▶ _Records for the exercise_
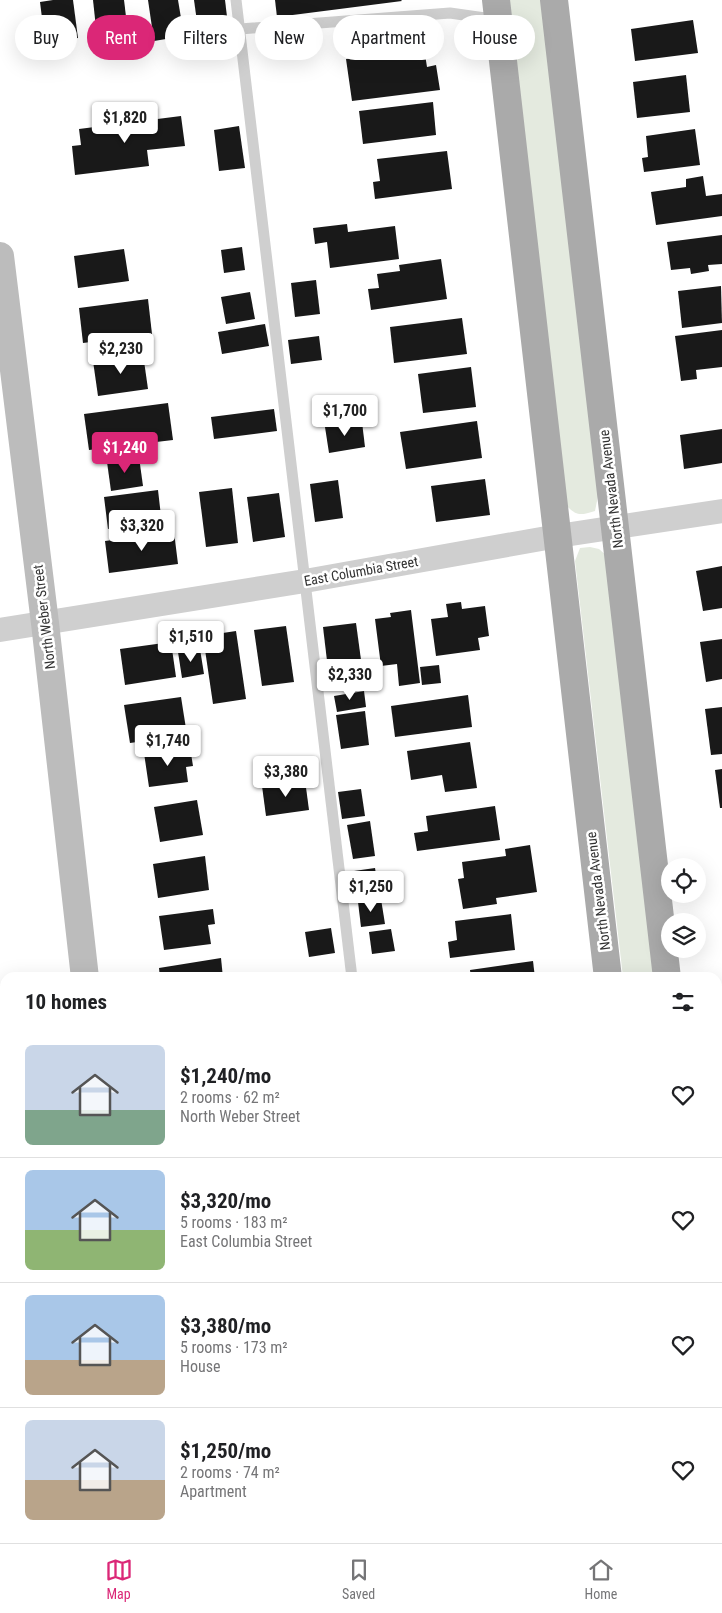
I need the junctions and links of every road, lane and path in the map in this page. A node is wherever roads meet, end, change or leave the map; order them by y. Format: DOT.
graph roads {
  1 [pos="236,0"];
  2 [pos="554,0"];
  3 [pos="498,10"];
  4 [pos="238,15"];
  5 [pos="245,29"];
  6 [pos="244,60"];
  7 [pos="0,256"];
  8 [pos="722,511"];
  9 [pos="615,526"];
  10 [pos="558,536"];
  11 [pos="305,581"];
  12 [pos="45,623"];
  13 [pos="0,630"];
  14 [pos="84,972"];
  15 [pos="351,972"];
  16 [pos="607,972"];
  17 [pos="666,972"];
  1 -- 4 [label="lane"];
  2 -- 9 [label="main road, North Nevada Avenue"];
  3 -- 5 [label="lane"];
  3 -- 10 [label="main road, North Nevada Avenue"];
  6 -- 11 [label="lane"];
  7 -- 12 [label="street, North Weber Street"];
  8 -- 9 [label="street, East Columbia Street"];
  9 -- 10 [label="street, East Columbia Street"];
  9 -- 17 [label="main road, North Nevada Avenue"];
  10 -- 11 [label="street, East Columbia Street"];
  10 -- 16 [label="main road, North Nevada Avenue"];
  11 -- 12 [label="street, East Columbia Street"];
  11 -- 15 [label="lane"];
  12 -- 13 [label="street, East Columbia Street"];
  12 -- 14 [label="street, North Weber Street"];
}
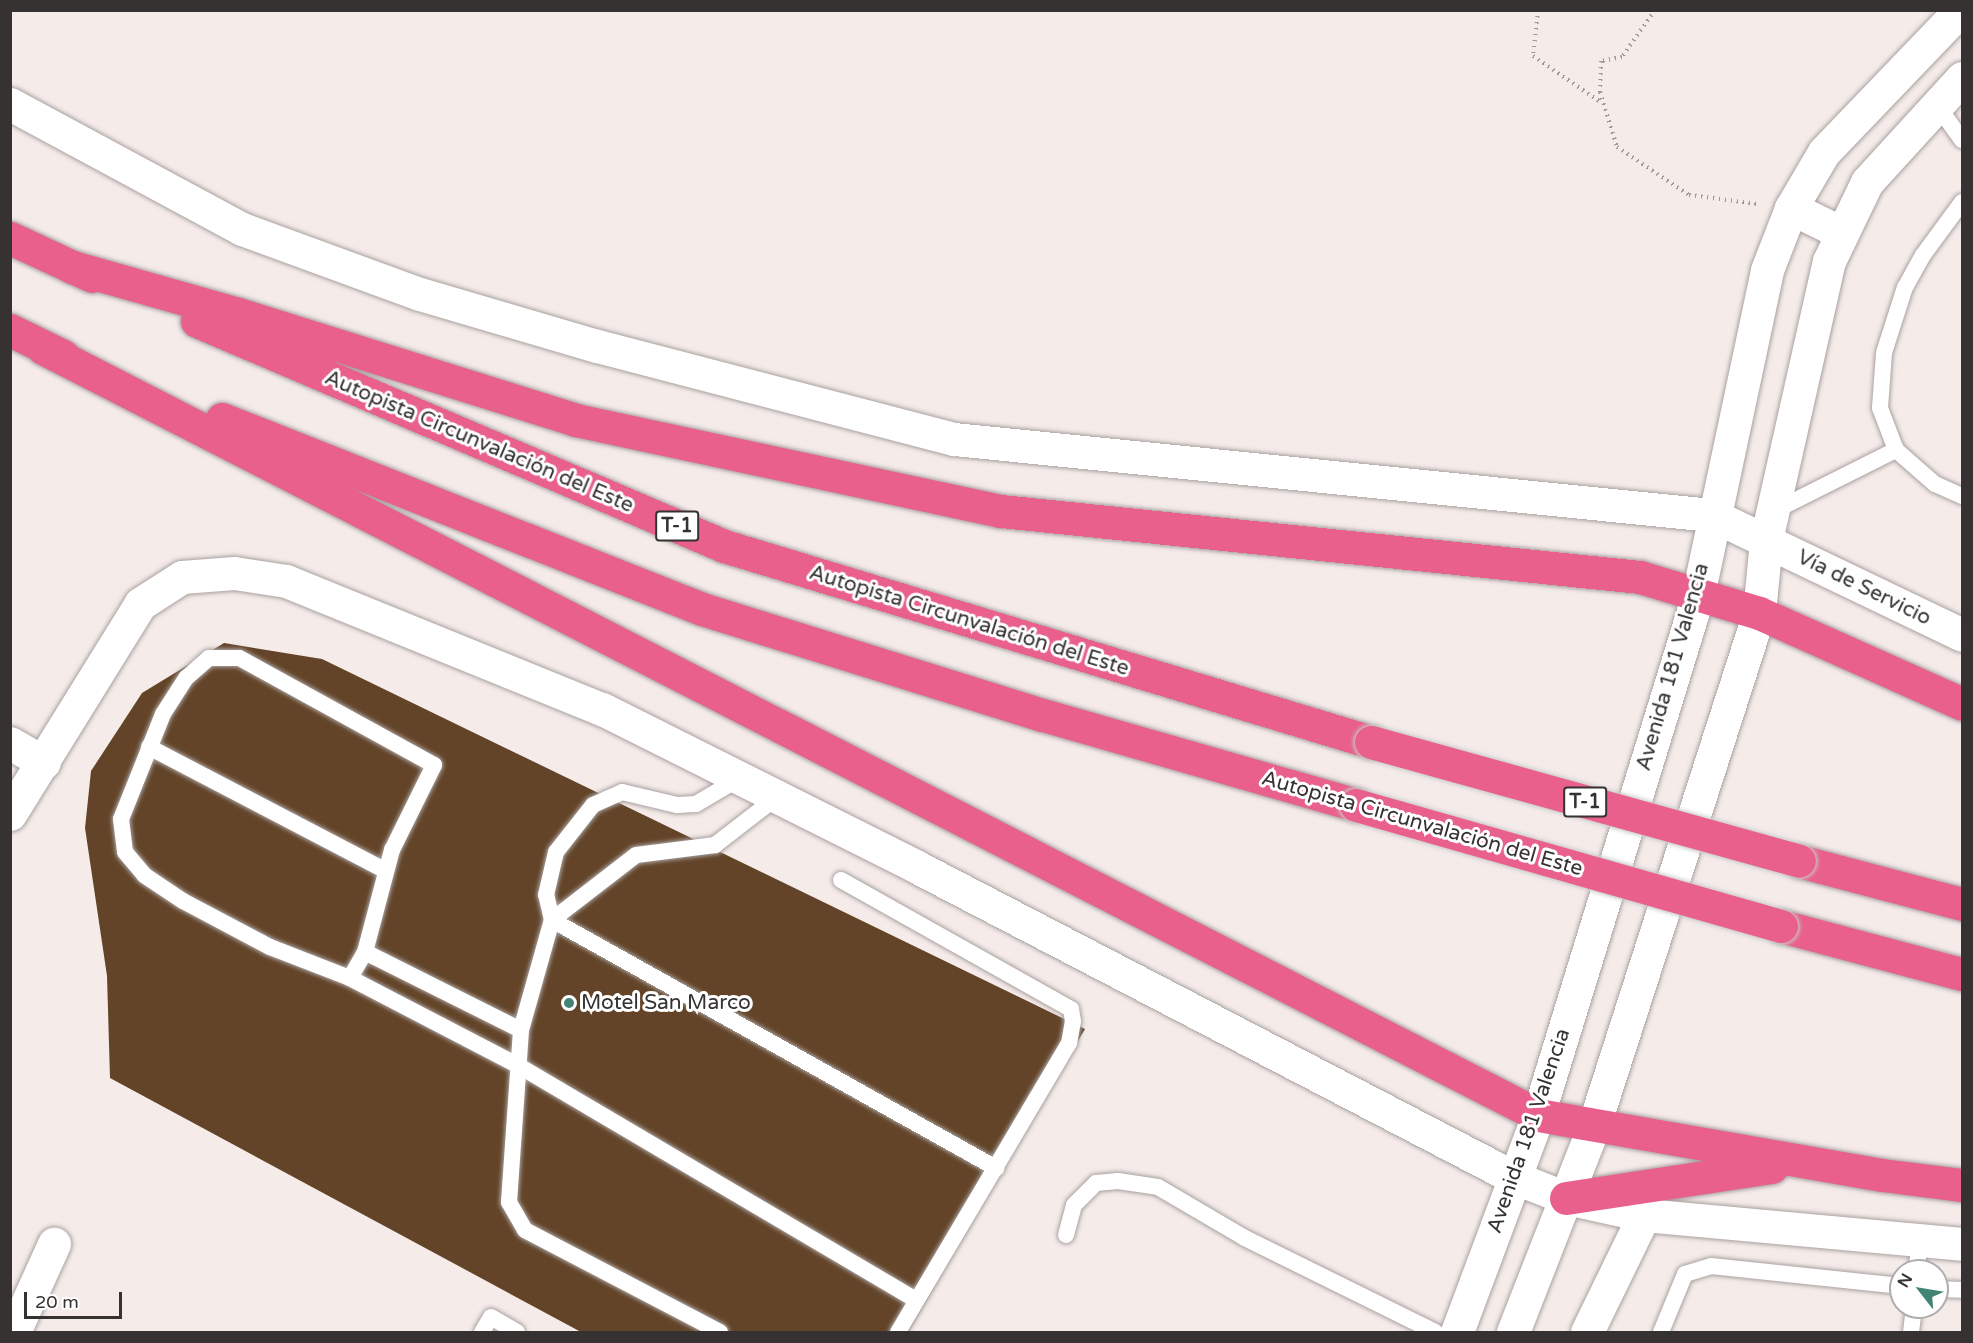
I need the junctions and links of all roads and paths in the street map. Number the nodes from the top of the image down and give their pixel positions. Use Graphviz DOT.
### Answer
graph roads {
  1 [pos="1538,10"];
  2 [pos="1656,10"];
  3 [pos="1960,10"];
  4 [pos="1962,78"];
  5 [pos="10,104"];
  6 [pos="1603,104"];
  7 [pos="1938,105"];
  8 [pos="1962,140"];
  9 [pos="1962,202"];
  10 [pos="1791,208"];
  11 [pos="1840,232"];
  12 [pos="10,237"];
  13 [pos="72,267"];
  14 [pos="10,330"];
  15 [pos="43,348"];
  16 [pos="1896,450"];
  17 [pos="1962,496"];
  18 [pos="1712,515"];
  19 [pos="1769,526"];
  20 [pos="1698,595"];
  21 [pos="1759,613"];
  22 [pos="1962,635"];
  23 [pos="1962,704"];
  24 [pos="10,743"];
  25 [pos="149,747"];
  26 [pos="44,764"];
  27 [pos="740,778"];
  28 [pos="777,797"];
  29 [pos="10,814"];
  30 [pos="386,871"];
  31 [pos="841,880"];
  32 [pos="1962,904"];
  33 [pos="552,920"];
  34 [pos="365,952"];
  35 [pos="1962,974"];
  36 [pos="350,978"];
  37 [pos="521,1030"];
  38 [pos="519,1066"];
  39 [pos="1538,1115"];
  40 [pos="1594,1125"];
  41 [pos="1810,1163"];
  42 [pos="996,1168"];
  43 [pos="1513,1177"];
  44 [pos="1962,1185"];
  45 [pos="1566,1198"];
  46 [pos="1644,1215"];
  47 [pos="1066,1235"];
  48 [pos="54,1244"];
  49 [pos="1962,1244"];
  50 [pos="1918,1256"];
  51 [pos="1889,1285"];
  52 [pos="916,1300"];
  53 [pos="14,1332"];
  54 [pos="482,1332"];
  55 [pos="517,1332"];
  56 [pos="720,1332"];
  57 [pos="898,1332"];
  58 [pos="1435,1332"];
  59 [pos="1457,1332"];
  60 [pos="1513,1332"];
  61 [pos="1587,1332"];
  62 [pos="1661,1332"];
  1 -- 6 [label="path"];
  2 -- 6 [label="path"];
  3 -- 10 [label="street, Avenida 181 Valencia"];
  4 -- 7 [label="street"];
  5 -- 18 [label="street, Vía de Servicio"];
  6 -- 10 [label="path"];
  7 -- 8 [label="lane"];
  7 -- 11 [label="street"];
  9 -- 16 [label="lane"];
  10 -- 11 [label="street"];
  10 -- 18 [label="street, Avenida 181 Valencia"];
  11 -- 19 [label="street"];
  12 -- 13 [label="highway, Autopista Circunvalación del Este / T-1"];
  13 -- 20 [label="highway"];
  13 -- 32 [label="highway, Autopista Circunvalación del Este / T-1, bridge"];
  14 -- 15 [label="highway, Autopista Circunvalación del Este"];
  15 -- 35 [label="highway, Autopista Circunvalación del Este, bridge"];
  15 -- 39 [label="highway"];
  16 -- 17 [label="lane"];
  16 -- 19 [label="lane"];
  18 -- 19 [label="street, Vía de Servicio"];
  18 -- 20 [label="street, Avenida 181 Valencia"];
  19 -- 21 [label="street"];
  19 -- 22 [label="street, Vía de Servicio"];
  20 -- 21 [label="highway"];
  20 -- 39 [label="street, Avenida 181 Valencia"];
  21 -- 23 [label="highway"];
  21 -- 40 [label="street"];
  24 -- 26 [label="street"];
  25 -- 30 [label="lane"];
  25 -- 30 [label="lane"];
  25 -- 36 [label="lane"];
  26 -- 27 [label="street"];
  26 -- 29 [label="street"];
  27 -- 28 [label="street"];
  27 -- 33 [label="lane"];
  28 -- 33 [label="lane"];
  28 -- 43 [label="street"];
  30 -- 34 [label="lane"];
  31 -- 42 [label="lane"];
  33 -- 37 [label="lane"];
  33 -- 42 [label="lane"];
  34 -- 36 [label="lane"];
  34 -- 37 [label="lane"];
  36 -- 38 [label="lane"];
  37 -- 38 [label="lane"];
  38 -- 52 [label="lane"];
  38 -- 56 [label="lane"];
  39 -- 40 [label="highway"];
  39 -- 43 [label="street, Avenida 181 Valencia"];
  40 -- 41 [label="highway"];
  40 -- 45 [label="street"];
  41 -- 44 [label="highway"];
  41 -- 45 [label="highway"];
  42 -- 52 [label="lane"];
  43 -- 45 [label="street"];
  43 -- 59 [label="street, Avenida 181 Valencia"];
  45 -- 46 [label="street"];
  45 -- 60 [label="street"];
  46 -- 50 [label="street"];
  46 -- 61 [label="street"];
  47 -- 58 [label="lane"];
  48 -- 53 [label="street"];
  49 -- 50 [label="street"];
  51 -- 62 [label="lane"];
  52 -- 57 [label="lane"];
  54 -- 55 [label="lane"];
}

▶ _Exercise directions_
Exact copy, pictures excluded: restate every record above word for word.

▶ _Result below_
I need the junctions and links of every road, lane and path in the map in this page. A node is wherever roads meet, end, change or leave the map; order them by y. Format: DOT.
graph roads {
  1 [pos="236,0"];
  2 [pos="554,0"];
  3 [pos="498,10"];
  4 [pos="238,15"];
  5 [pos="245,29"];
  6 [pos="244,60"];
  7 [pos="0,256"];
  8 [pos="722,511"];
  9 [pos="615,526"];
  10 [pos="558,536"];
  11 [pos="305,581"];
  12 [pos="45,623"];
  13 [pos="0,630"];
  14 [pos="84,972"];
  15 [pos="351,972"];
  16 [pos="607,972"];
  17 [pos="666,972"];
  1 -- 4 [label="lane"];
  2 -- 9 [label="main road, North Nevada Avenue"];
  3 -- 5 [label="lane"];
  3 -- 10 [label="main road, North Nevada Avenue"];
  6 -- 11 [label="lane"];
  7 -- 12 [label="street, North Weber Street"];
  8 -- 9 [label="street, East Columbia Street"];
  9 -- 10 [label="street, East Columbia Street"];
  9 -- 17 [label="main road, North Nevada Avenue"];
  10 -- 11 [label="street, East Columbia Street"];
  10 -- 16 [label="main road, North Nevada Avenue"];
  11 -- 12 [label="street, East Columbia Street"];
  11 -- 15 [label="lane"];
  12 -- 13 [label="street, East Columbia Street"];
  12 -- 14 [label="street, North Weber Street"];
}
I need the junctions and links of all roads and paths in the street map. Number the nodes from the top of the image down and give their pixel positions. Use Graphviz DOT.
### Answer
graph roads {
  1 [pos="1538,10"];
  2 [pos="1656,10"];
  3 [pos="1960,10"];
  4 [pos="1962,78"];
  5 [pos="10,104"];
  6 [pos="1603,104"];
  7 [pos="1938,105"];
  8 [pos="1962,140"];
  9 [pos="1962,202"];
  10 [pos="1791,208"];
  11 [pos="1840,232"];
  12 [pos="10,237"];
  13 [pos="72,267"];
  14 [pos="10,330"];
  15 [pos="43,348"];
  16 [pos="1896,450"];
  17 [pos="1962,496"];
  18 [pos="1712,515"];
  19 [pos="1769,526"];
  20 [pos="1698,595"];
  21 [pos="1759,613"];
  22 [pos="1962,635"];
  23 [pos="1962,704"];
  24 [pos="10,743"];
  25 [pos="149,747"];
  26 [pos="44,764"];
  27 [pos="740,778"];
  28 [pos="777,797"];
  29 [pos="10,814"];
  30 [pos="386,871"];
  31 [pos="841,880"];
  32 [pos="1962,904"];
  33 [pos="552,920"];
  34 [pos="365,952"];
  35 [pos="1962,974"];
  36 [pos="350,978"];
  37 [pos="521,1030"];
  38 [pos="519,1066"];
  39 [pos="1538,1115"];
  40 [pos="1594,1125"];
  41 [pos="1810,1163"];
  42 [pos="996,1168"];
  43 [pos="1513,1177"];
  44 [pos="1962,1185"];
  45 [pos="1566,1198"];
  46 [pos="1644,1215"];
  47 [pos="1066,1235"];
  48 [pos="54,1244"];
  49 [pos="1962,1244"];
  50 [pos="1918,1256"];
  51 [pos="1889,1285"];
  52 [pos="916,1300"];
  53 [pos="14,1332"];
  54 [pos="482,1332"];
  55 [pos="517,1332"];
  56 [pos="720,1332"];
  57 [pos="898,1332"];
  58 [pos="1435,1332"];
  59 [pos="1457,1332"];
  60 [pos="1513,1332"];
  61 [pos="1587,1332"];
  62 [pos="1661,1332"];
  1 -- 6 [label="path"];
  2 -- 6 [label="path"];
  3 -- 10 [label="street, Avenida 181 Valencia"];
  4 -- 7 [label="street"];
  5 -- 18 [label="street, Vía de Servicio"];
  6 -- 10 [label="path"];
  7 -- 8 [label="lane"];
  7 -- 11 [label="street"];
  9 -- 16 [label="lane"];
  10 -- 11 [label="street"];
  10 -- 18 [label="street, Avenida 181 Valencia"];
  11 -- 19 [label="street"];
  12 -- 13 [label="highway, Autopista Circunvalación del Este / T-1"];
  13 -- 20 [label="highway"];
  13 -- 32 [label="highway, Autopista Circunvalación del Este / T-1, bridge"];
  14 -- 15 [label="highway, Autopista Circunvalación del Este"];
  15 -- 35 [label="highway, Autopista Circunvalación del Este, bridge"];
  15 -- 39 [label="highway"];
  16 -- 17 [label="lane"];
  16 -- 19 [label="lane"];
  18 -- 19 [label="street, Vía de Servicio"];
  18 -- 20 [label="street, Avenida 181 Valencia"];
  19 -- 21 [label="street"];
  19 -- 22 [label="street, Vía de Servicio"];
  20 -- 21 [label="highway"];
  20 -- 39 [label="street, Avenida 181 Valencia"];
  21 -- 23 [label="highway"];
  21 -- 40 [label="street"];
  24 -- 26 [label="street"];
  25 -- 30 [label="lane"];
  25 -- 30 [label="lane"];
  25 -- 36 [label="lane"];
  26 -- 27 [label="street"];
  26 -- 29 [label="street"];
  27 -- 28 [label="street"];
  27 -- 33 [label="lane"];
  28 -- 33 [label="lane"];
  28 -- 43 [label="street"];
  30 -- 34 [label="lane"];
  31 -- 42 [label="lane"];
  33 -- 37 [label="lane"];
  33 -- 42 [label="lane"];
  34 -- 36 [label="lane"];
  34 -- 37 [label="lane"];
  36 -- 38 [label="lane"];
  37 -- 38 [label="lane"];
  38 -- 52 [label="lane"];
  38 -- 56 [label="lane"];
  39 -- 40 [label="highway"];
  39 -- 43 [label="street, Avenida 181 Valencia"];
  40 -- 41 [label="highway"];
  40 -- 45 [label="street"];
  41 -- 44 [label="highway"];
  41 -- 45 [label="highway"];
  42 -- 52 [label="lane"];
  43 -- 45 [label="street"];
  43 -- 59 [label="street, Avenida 181 Valencia"];
  45 -- 46 [label="street"];
  45 -- 60 [label="street"];
  46 -- 50 [label="street"];
  46 -- 61 [label="street"];
  47 -- 58 [label="lane"];
  48 -- 53 [label="street"];
  49 -- 50 [label="street"];
  51 -- 62 [label="lane"];
  52 -- 57 [label="lane"];
  54 -- 55 [label="lane"];
}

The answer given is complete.